I got the extension hose thing and am quite bendy/supple! Must look funny from someone who doesn't know what I'm doing!

I've already treated and re-sprayed my rear crossmember and it's only 3.5 years old! Should be good for a fair while now.


----------



## JasonH20URF (Mar 30, 2011)

335dAND110XS said:


> I got the extension hose thing and am quite bendy/supple! Must look funny from someone who doesn't know what I'm doing!
> 
> I've already treated and re-sprayed my rear crossmember and it's only 3.5 years old! Should be good for a fair while now.

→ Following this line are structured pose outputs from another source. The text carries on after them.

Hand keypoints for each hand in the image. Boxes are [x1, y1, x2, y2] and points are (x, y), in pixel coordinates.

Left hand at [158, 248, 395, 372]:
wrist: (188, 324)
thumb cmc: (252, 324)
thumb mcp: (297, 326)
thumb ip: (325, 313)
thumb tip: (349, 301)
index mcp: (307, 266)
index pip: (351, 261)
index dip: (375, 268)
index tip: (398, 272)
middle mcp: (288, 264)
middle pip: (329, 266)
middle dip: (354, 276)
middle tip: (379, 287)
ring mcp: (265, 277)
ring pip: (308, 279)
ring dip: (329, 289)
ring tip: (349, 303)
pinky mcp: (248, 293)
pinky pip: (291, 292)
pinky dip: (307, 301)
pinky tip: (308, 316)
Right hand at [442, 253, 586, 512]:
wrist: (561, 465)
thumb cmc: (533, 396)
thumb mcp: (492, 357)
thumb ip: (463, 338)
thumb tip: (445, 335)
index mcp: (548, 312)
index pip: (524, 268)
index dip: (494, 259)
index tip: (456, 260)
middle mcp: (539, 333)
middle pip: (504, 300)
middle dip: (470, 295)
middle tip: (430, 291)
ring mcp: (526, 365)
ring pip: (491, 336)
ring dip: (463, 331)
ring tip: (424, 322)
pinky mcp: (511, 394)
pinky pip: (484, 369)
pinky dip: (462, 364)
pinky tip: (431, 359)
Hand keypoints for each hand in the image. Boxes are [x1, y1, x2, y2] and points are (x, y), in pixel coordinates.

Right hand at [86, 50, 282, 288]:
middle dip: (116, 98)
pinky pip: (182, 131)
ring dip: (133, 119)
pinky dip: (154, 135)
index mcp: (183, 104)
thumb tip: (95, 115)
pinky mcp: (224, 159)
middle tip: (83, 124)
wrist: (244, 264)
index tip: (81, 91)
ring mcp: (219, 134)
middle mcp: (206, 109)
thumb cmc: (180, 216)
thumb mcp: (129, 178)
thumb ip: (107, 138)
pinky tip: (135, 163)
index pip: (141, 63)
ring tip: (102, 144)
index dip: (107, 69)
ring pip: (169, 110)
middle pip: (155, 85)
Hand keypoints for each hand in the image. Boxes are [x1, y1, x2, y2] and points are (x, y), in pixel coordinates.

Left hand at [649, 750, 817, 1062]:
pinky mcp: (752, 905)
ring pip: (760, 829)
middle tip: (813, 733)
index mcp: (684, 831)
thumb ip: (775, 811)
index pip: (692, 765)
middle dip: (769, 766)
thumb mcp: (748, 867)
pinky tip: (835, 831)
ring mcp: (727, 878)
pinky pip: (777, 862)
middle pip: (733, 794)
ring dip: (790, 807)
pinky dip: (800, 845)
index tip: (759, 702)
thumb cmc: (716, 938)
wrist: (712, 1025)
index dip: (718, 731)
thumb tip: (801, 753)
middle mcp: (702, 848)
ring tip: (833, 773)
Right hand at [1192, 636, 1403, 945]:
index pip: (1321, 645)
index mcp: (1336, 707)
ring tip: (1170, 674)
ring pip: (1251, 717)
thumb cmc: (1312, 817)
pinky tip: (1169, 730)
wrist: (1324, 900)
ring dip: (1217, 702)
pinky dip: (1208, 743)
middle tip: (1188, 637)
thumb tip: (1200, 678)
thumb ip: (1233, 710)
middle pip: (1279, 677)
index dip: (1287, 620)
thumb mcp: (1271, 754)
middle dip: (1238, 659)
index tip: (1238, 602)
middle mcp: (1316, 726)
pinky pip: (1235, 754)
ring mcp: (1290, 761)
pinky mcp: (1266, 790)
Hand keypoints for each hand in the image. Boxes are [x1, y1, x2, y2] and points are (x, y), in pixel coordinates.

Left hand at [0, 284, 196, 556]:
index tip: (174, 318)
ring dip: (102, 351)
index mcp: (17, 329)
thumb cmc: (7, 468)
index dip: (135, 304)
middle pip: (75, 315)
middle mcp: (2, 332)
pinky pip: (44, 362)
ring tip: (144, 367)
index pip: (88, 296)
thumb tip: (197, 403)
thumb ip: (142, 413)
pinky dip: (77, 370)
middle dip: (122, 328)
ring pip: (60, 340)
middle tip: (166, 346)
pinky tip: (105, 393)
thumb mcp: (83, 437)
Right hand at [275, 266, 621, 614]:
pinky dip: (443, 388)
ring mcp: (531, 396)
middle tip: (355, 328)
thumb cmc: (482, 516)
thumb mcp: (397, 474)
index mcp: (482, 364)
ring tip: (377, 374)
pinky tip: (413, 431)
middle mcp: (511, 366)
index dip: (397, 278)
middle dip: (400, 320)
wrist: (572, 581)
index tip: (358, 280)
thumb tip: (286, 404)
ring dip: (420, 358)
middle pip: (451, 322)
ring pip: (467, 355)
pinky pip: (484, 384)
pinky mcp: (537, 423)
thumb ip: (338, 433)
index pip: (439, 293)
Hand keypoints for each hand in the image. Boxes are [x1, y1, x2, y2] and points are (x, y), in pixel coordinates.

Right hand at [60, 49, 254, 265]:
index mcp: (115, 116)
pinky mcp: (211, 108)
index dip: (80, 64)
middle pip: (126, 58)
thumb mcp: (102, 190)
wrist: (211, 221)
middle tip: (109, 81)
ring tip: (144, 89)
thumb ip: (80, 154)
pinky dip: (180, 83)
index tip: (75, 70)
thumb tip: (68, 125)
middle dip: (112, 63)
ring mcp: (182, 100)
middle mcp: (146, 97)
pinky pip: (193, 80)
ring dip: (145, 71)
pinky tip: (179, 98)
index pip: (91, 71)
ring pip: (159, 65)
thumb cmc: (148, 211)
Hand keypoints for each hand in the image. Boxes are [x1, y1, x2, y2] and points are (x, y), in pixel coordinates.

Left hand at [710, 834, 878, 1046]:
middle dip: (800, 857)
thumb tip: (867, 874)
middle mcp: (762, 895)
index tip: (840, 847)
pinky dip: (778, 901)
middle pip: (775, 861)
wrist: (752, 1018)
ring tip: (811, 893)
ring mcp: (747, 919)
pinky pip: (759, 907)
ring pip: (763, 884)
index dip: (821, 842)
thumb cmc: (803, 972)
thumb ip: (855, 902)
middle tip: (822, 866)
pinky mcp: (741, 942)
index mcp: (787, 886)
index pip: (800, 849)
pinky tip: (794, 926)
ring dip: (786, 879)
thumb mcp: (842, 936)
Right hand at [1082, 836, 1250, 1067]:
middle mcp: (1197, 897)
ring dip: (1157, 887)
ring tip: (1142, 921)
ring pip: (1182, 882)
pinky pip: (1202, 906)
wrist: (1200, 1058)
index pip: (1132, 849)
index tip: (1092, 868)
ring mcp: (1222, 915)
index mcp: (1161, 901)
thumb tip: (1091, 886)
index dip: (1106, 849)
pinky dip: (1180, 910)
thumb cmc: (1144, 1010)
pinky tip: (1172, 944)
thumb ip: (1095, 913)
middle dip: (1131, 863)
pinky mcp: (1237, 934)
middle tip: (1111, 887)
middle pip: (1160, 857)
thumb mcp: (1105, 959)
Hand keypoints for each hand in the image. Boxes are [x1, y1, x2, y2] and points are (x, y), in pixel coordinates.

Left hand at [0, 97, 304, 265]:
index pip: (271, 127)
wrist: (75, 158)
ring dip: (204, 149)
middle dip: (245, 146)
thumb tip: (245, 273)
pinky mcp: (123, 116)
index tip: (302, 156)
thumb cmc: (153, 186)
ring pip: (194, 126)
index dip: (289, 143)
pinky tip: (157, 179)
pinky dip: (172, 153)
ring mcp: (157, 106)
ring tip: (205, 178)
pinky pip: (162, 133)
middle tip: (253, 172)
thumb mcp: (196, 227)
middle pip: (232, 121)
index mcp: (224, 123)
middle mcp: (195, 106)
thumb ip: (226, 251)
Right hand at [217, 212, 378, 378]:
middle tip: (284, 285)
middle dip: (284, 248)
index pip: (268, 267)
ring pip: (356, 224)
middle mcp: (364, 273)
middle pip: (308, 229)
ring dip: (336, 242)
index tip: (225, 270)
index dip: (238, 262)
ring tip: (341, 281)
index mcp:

I would get some sort of protection on it though think about what your paint looks like 3 years after being sprayed with no love

then imagine being that close to the floor at 80 mph and rubbing against that snow :doublesho


----------



## 335dAND110XS (Dec 17, 2010)

Jason - I Waxoyled it almost as soon as I bought it (so had the previous owner)!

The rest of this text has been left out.